Supreme Court Declines To Hear Bayer’s Appeal
Major farm groups are disappointed by the Supreme Court’s decision Tuesday to not hear a case that could have far reaching implications for producers’ use of a prominent herbicide. The top court announced it would not hear the case Monsanto v. Hardeman, which awarded millions of dollars in damages to a California man who blamed the Roundup herbicide for his non-Hodgkin’s Lymphoma.
Among those expressing disappointment is Alan Meadows, who is the American Soybean Association state director in Tennessee…
ASA was joined in its statement of disappointment by the American Farm Bureau Federation, National Corn Growers Association, National Association of Wheat Growers, and the National Cotton Council.
Meadows warns that a state-by-state patchwork of labels and restrictions that run contrary to years of scientific studies could follow the court’s decision.
ASA was among 54 farm groups that urged President Biden last month to withdraw his Solicitor General’s brief to the high court asking it not to take up the case. That brief claimed federal rules don’t preclude states from imposing added labeling requirements—even if they run counter to federal findings. The groups called the brief a “disturbing departure from previous bipartisan administrative policy.”

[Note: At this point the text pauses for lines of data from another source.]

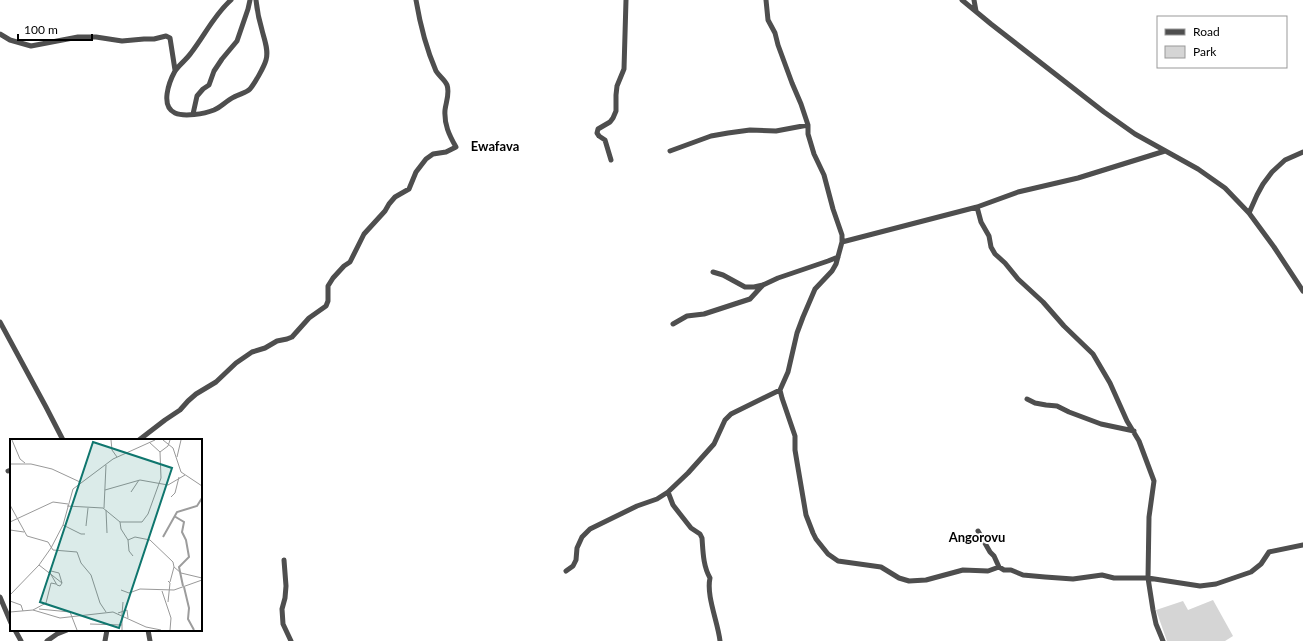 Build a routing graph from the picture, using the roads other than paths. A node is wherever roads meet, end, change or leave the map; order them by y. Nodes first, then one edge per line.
1 (231, 0) edge
2 (250, 0) edge
3 (256, 0) edge
4 (416, 0) edge
5 (626, 0) edge
6 (766, 0) edge
7 (962, 0) edge
8 (974, 0) edge
9 (976, 11) junction
10 (0, 34) edge
11 (175, 70) junction
12 (193, 114) junction
13 (808, 125) junction
14 (670, 151) dead end
15 (1165, 151) junction
16 (1303, 152) edge
17 (611, 160) dead end
18 (976, 208) junction
19 (1249, 213) junction
20 (842, 242) junction
21 (838, 257) junction
22 (713, 272) dead end
23 (763, 285) junction
24 (1303, 291) edge
25 (0, 322) edge
26 (673, 324) dead end
27 (780, 390) junction
28 (1027, 398) dead end
29 (1134, 431) junction
30 (62, 439) edge
31 (140, 439) edge
32 (668, 492) junction
33 (978, 531) dead end
34 (1303, 545) edge
35 (284, 560) dead end
36 (999, 567) junction
37 (566, 571) dead end
38 (1148, 578) junction
39 (0, 597) edge
40 (10, 621) edge
41 (15, 631) edge
42 (64, 631) edge
43 (106, 631) edge
44 (148, 631) edge
45 (21, 641) edge
46 (47, 641) edge
47 (104, 641) edge
48 (150, 641) edge
49 (291, 641) edge
50 (720, 641) edge
51 (1163, 641) edge

1 - 11 street
2 - 12 street
3 - 12 street
4 - 31 street
5 - 17 street
6 - 13 street
7 - 9 street
8 - 9 street
9 - 15 street
10 - 11 street
11 - 12 street
13 - 14 street
13 - 20 street
15 - 18 street
15 - 19 street
16 - 19 street
18 - 20 street
18 - 29 street
19 - 24 street
20 - 21 street
21 - 23 street
21 - 27 street
22 - 23 street
23 - 26 street
25 - 30 street
27 - 32 street
27 - 36 street
28 - 29 street
29 - 38 street
32 - 37 street
32 - 50 street
33 - 36 street
34 - 38 street
35 - 49 street
36 - 38 street
38 - 51 street
39 - 40 street
41 - 45 street
42 - 46 street
43 - 47 street
44 - 48 street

The Supreme Court’s move means St Louis-based Bayer CropScience could be on the hook for billions more in damages and out-of-court settlements from about 31,000 pending cases challenging Roundup. A lawyer representing many of those cases told the St Louis Post-Dispatch that Tuesday’s action left Bayer, “at the end of their rope.” In a statement, the company says it respectfully disagreed with the court’s decision and that the company was prepared to manage the litigation risk. Bayer added Roundup to its portfolio when the German chemical giant acquired Monsanto in 2018.